Advertise here for Genital Herpes

Advertise here for Genital Herpes

"BEING CAREFUL IS VERY IMPORTANT to me," says an attractive, intelligent-looking young woman on a TV commercial that could be for wealth-management financial planning. Before I can pull out my checkbook, she adds, "Because I have genital herpes." Suddenly an attractive intelligent-looking young man steps out from behind her and adds, "And I don't."

There is something just a little too smug about both of them. Conditioned as I am by modern advertising I know that I am supposed to trust these poised confident spokespersons and whatever product they're selling. At first I was all ready to buy me some of those genital herpes because the careful woman has them. But why doesn't her boyfriend have them? Don't tell me there's a critical shortage of genital herpes!

TV commercials for these kinds of "intimate personal" products remind me of a joke that was going around when I was a teenager: a boy goes up to his mother and asks her when he'll be old enough to have a period. (This was years before the term "menstruation" was used in polite company -- let alone "genital herpes.") The mother tells the little boy that he'll never have a period and the boy begins to cry. "That's no fair! When girls get a period they get to go swimming and horseback riding and rock climbing and . . . " Drump-CHISH!

It was a more innocent time -- if not innocent, at least discreet. Young boys knew not to ask what those military field bandages in the Kotex box in the hall closet were used for. But today we are bombarded -- and I do mean bombarded -- by commercials that would have banished the TV to the garage when I was growing up. Today there's probably a generation of young boys who can't wait to be old enough to get erectile dysfunction because that means they get to wash a '58 Corvette or sit in a bathtub on the beach.
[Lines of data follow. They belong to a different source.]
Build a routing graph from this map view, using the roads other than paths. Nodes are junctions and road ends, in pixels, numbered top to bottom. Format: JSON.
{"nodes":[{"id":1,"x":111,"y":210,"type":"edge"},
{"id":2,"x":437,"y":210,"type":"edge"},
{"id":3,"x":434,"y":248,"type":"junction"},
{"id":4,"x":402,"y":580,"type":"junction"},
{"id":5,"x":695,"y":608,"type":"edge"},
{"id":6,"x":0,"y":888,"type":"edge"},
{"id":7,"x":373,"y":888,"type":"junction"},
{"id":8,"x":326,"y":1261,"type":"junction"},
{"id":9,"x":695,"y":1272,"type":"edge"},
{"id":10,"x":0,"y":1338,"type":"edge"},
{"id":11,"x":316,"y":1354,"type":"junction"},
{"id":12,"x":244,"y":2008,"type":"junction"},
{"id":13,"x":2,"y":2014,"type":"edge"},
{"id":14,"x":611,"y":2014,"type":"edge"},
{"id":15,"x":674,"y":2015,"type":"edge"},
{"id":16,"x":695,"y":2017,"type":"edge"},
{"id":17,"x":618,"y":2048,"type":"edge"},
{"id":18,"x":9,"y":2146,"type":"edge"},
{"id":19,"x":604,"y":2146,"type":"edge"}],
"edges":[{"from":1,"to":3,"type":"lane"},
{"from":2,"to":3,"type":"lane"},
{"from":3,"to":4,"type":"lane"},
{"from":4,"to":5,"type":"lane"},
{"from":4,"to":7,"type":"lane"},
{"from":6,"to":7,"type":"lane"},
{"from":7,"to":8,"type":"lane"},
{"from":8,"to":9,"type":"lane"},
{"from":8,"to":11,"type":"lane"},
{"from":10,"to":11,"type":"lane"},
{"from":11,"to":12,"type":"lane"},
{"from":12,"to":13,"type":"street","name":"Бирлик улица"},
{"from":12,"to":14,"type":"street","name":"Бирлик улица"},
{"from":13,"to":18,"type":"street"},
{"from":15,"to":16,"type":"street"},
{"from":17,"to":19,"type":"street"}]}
What gets me about the Valtrex commercial (that's what the genital herpes ad is selling, a drug to control outbreaks) is the creepy tone of superiority by both the herp-she and the herp-he. "Being careful is very important to me," she begins, leaving out "ever since I had that ankles-over-ears night of unprotected sex with a stranger who left me with an incurable sexually transmitted disease." And his declaration, "And I don't," leaves out "although I do wear a condom every time even though we've been together five years and while I may appear insufferably smug, in truth I am a cauldron of resentment and insecurity."